The relationship between human rights and contributions to knowledge has been at the centre of important debates over the past several years. The International Covenant on Economic, Social, and Cultural rights is in many ways the most crucial legal instrument through which the relationship between the two fields can be examined.1 Firstly it recognize for instance the rights to health food, technology, which are some of the rights whose realization can be affected in developing countries that adopt or strengthen intellectual property rights framework based on the commitments they take under the TRIPS(Trade related aspects of Intellectual Property Rights) or other intellectual property. Secondly, it recognizes at Article 15(1) C, the need to reward individuals and groups that make specific intellectual contributions that benefit society.
Another dimension of this paper is that whether Intellectual Property Rights (IPR) is human rights.
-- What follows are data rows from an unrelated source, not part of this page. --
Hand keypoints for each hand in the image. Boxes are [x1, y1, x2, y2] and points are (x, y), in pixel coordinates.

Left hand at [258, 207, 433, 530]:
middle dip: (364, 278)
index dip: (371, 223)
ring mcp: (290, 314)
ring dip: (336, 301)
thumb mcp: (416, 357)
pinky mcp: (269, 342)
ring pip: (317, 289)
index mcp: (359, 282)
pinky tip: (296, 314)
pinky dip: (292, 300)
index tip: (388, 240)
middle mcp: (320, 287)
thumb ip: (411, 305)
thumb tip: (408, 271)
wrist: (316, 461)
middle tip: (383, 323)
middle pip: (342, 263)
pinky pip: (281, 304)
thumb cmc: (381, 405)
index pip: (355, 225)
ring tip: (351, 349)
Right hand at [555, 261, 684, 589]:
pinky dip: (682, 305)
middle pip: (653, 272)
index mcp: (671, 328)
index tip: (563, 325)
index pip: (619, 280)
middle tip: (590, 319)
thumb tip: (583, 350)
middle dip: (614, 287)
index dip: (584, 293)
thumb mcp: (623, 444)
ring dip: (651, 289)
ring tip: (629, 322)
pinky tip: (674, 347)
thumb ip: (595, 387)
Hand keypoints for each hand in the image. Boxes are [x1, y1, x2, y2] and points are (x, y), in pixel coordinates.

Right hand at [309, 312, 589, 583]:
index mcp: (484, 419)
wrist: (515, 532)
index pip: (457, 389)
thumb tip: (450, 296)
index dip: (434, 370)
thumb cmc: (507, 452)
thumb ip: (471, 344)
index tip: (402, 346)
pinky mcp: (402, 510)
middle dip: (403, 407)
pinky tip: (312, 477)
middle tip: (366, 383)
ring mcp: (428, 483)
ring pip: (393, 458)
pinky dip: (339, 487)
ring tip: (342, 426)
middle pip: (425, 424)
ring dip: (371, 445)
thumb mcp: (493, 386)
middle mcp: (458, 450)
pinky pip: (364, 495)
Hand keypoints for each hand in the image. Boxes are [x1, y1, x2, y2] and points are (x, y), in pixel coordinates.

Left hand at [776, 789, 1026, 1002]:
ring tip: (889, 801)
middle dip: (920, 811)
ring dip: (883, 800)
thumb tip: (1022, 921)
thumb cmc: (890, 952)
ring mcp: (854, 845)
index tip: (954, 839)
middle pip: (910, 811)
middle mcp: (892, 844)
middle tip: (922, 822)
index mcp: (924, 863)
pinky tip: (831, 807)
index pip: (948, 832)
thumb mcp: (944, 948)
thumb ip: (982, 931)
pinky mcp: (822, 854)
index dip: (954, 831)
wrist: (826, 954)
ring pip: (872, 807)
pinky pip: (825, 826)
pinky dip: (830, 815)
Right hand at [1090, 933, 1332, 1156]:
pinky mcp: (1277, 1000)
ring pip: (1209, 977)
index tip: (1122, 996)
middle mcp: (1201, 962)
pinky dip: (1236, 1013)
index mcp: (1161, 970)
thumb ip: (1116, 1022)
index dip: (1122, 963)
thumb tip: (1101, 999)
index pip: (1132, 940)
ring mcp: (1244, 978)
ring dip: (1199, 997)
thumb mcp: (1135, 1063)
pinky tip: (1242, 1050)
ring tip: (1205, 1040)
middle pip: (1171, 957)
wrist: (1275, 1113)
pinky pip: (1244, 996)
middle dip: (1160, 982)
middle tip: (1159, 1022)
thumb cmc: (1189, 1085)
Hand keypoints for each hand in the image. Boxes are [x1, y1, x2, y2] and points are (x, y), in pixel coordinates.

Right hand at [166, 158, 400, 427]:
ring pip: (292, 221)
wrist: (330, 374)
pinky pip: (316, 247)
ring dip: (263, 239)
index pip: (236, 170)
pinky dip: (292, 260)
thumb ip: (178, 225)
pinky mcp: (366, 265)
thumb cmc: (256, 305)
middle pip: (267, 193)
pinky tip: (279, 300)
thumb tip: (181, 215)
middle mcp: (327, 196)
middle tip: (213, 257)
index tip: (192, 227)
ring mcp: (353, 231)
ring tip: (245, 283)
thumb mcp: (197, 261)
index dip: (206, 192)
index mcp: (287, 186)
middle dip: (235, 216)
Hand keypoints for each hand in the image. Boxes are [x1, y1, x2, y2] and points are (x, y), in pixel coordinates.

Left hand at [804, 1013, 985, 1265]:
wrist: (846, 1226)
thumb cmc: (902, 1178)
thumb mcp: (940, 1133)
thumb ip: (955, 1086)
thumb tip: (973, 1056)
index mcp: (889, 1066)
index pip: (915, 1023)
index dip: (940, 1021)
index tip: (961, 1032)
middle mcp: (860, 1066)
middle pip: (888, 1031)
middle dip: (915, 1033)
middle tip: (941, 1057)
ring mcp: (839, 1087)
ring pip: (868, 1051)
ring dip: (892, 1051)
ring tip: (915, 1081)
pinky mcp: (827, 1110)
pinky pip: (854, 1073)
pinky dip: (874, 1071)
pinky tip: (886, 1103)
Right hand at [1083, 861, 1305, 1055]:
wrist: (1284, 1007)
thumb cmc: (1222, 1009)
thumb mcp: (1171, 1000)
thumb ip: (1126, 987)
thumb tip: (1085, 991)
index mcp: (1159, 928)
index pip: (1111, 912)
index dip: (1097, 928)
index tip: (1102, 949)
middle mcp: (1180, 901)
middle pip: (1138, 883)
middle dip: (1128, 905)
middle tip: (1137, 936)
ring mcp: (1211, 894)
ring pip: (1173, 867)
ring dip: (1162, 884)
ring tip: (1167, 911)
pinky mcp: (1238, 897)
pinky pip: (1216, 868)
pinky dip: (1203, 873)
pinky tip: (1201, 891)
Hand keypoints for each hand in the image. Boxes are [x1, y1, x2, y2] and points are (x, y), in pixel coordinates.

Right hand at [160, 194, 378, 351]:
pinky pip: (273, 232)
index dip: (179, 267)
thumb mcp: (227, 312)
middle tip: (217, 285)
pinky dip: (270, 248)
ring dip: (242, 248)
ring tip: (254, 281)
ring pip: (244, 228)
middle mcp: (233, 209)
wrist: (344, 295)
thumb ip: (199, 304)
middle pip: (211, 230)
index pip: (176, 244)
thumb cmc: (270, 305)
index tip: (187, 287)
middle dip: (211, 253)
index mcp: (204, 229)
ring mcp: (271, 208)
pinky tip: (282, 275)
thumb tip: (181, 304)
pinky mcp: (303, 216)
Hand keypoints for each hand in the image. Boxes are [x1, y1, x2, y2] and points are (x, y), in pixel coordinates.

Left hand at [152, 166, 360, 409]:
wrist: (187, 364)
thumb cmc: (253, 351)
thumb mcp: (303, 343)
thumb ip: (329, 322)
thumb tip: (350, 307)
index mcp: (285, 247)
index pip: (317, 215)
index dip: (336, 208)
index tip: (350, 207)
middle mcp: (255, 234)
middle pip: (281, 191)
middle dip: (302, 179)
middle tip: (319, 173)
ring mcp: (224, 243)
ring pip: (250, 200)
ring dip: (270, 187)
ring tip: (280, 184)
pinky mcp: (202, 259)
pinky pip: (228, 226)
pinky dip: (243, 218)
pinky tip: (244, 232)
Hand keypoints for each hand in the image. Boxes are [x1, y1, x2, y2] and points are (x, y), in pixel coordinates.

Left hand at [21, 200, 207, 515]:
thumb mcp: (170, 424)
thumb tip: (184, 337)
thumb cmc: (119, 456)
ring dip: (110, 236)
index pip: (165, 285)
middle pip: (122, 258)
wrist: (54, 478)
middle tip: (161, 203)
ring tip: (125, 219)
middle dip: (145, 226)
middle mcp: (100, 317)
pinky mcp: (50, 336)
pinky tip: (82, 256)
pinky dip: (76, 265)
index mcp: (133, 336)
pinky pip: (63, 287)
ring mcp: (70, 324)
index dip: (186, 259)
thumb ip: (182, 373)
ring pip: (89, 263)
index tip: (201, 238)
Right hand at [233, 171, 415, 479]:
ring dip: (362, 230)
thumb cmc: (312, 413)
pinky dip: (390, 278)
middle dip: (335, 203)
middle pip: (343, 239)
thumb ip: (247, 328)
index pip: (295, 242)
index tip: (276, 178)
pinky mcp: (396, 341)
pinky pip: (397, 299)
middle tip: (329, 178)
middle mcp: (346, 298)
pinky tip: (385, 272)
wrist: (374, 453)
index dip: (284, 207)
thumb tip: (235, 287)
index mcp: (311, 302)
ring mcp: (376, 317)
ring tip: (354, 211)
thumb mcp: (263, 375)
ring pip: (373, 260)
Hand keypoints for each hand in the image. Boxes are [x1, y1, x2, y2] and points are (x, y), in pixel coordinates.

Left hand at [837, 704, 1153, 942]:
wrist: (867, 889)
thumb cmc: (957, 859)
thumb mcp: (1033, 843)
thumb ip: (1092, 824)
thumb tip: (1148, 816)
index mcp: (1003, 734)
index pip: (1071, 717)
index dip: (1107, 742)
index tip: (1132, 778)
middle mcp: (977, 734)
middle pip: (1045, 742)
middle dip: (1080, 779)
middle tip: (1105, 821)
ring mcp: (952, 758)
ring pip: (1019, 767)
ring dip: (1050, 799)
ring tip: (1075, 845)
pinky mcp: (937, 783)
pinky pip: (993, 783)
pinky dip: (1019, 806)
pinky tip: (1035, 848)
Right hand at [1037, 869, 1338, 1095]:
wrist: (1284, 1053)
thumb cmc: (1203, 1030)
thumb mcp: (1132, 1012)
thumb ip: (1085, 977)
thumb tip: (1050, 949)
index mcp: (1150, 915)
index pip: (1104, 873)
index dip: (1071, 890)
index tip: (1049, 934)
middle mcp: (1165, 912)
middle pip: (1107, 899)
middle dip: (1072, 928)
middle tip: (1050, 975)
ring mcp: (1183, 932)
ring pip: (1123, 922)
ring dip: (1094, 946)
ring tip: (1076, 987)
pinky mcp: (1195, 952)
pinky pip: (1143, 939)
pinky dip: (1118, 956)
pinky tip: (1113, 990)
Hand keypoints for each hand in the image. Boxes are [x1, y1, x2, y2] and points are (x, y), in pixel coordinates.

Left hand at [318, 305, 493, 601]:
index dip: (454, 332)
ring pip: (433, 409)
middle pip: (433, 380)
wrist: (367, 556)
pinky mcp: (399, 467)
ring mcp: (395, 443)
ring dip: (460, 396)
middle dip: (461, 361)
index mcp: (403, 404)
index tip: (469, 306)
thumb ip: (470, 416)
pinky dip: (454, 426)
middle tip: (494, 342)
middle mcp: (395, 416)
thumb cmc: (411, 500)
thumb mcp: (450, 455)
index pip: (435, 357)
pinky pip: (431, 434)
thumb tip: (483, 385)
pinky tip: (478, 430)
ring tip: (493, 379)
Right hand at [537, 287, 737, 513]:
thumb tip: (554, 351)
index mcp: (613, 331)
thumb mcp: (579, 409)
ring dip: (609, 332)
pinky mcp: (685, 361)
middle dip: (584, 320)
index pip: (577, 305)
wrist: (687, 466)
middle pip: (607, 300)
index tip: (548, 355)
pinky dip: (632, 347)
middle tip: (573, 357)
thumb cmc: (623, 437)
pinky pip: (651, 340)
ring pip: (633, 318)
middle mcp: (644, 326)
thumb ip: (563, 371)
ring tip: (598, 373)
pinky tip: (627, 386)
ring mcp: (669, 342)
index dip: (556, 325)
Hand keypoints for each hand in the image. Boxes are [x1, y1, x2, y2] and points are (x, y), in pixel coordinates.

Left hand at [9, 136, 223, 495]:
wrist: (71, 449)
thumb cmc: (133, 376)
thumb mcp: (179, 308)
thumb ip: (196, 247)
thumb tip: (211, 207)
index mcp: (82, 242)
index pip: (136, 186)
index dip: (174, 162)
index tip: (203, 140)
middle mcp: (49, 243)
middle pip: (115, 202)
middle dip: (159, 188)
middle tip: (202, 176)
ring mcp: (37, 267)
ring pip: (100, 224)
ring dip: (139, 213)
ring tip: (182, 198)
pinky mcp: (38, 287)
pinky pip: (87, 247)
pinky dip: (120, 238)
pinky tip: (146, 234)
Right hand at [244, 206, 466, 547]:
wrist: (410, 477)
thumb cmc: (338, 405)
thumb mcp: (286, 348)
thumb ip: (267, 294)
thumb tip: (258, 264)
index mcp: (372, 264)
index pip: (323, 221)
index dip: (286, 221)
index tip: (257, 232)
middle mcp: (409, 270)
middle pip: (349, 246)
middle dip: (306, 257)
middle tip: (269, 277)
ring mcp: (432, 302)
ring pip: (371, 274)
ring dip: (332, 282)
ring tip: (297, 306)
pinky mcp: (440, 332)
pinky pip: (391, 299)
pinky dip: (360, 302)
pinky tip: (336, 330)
This questions turns on the interpretation of the human right to “the protection of the moral and material interests resulting from any scientific, literary or artistic production of which he is the author” enshrined in the Universal Declaration of Human rights(UDHR) adopted in1948, and the International Covenant on Economic, Social, and Cultural Rights (ICESCR) adopted in1966.
Since the beginning of these rights has been started with interpretations and further it was discussed that the protection of the moral and material interest of authors cannot be equated with IP protection, because IP rights are not fundamental and inalienable entitlements of the human person to the protection of moral and material interests of authors and the right to property in the UDHR.5 Even if IP rights could be recognized as a form of property although property rights are excluded from the ICESCR6 this latter argument fails to point out that IP rights lack the fundamental characteristics of human rights as they are established by legislative acts, limited time and can be bought, sold or revoked.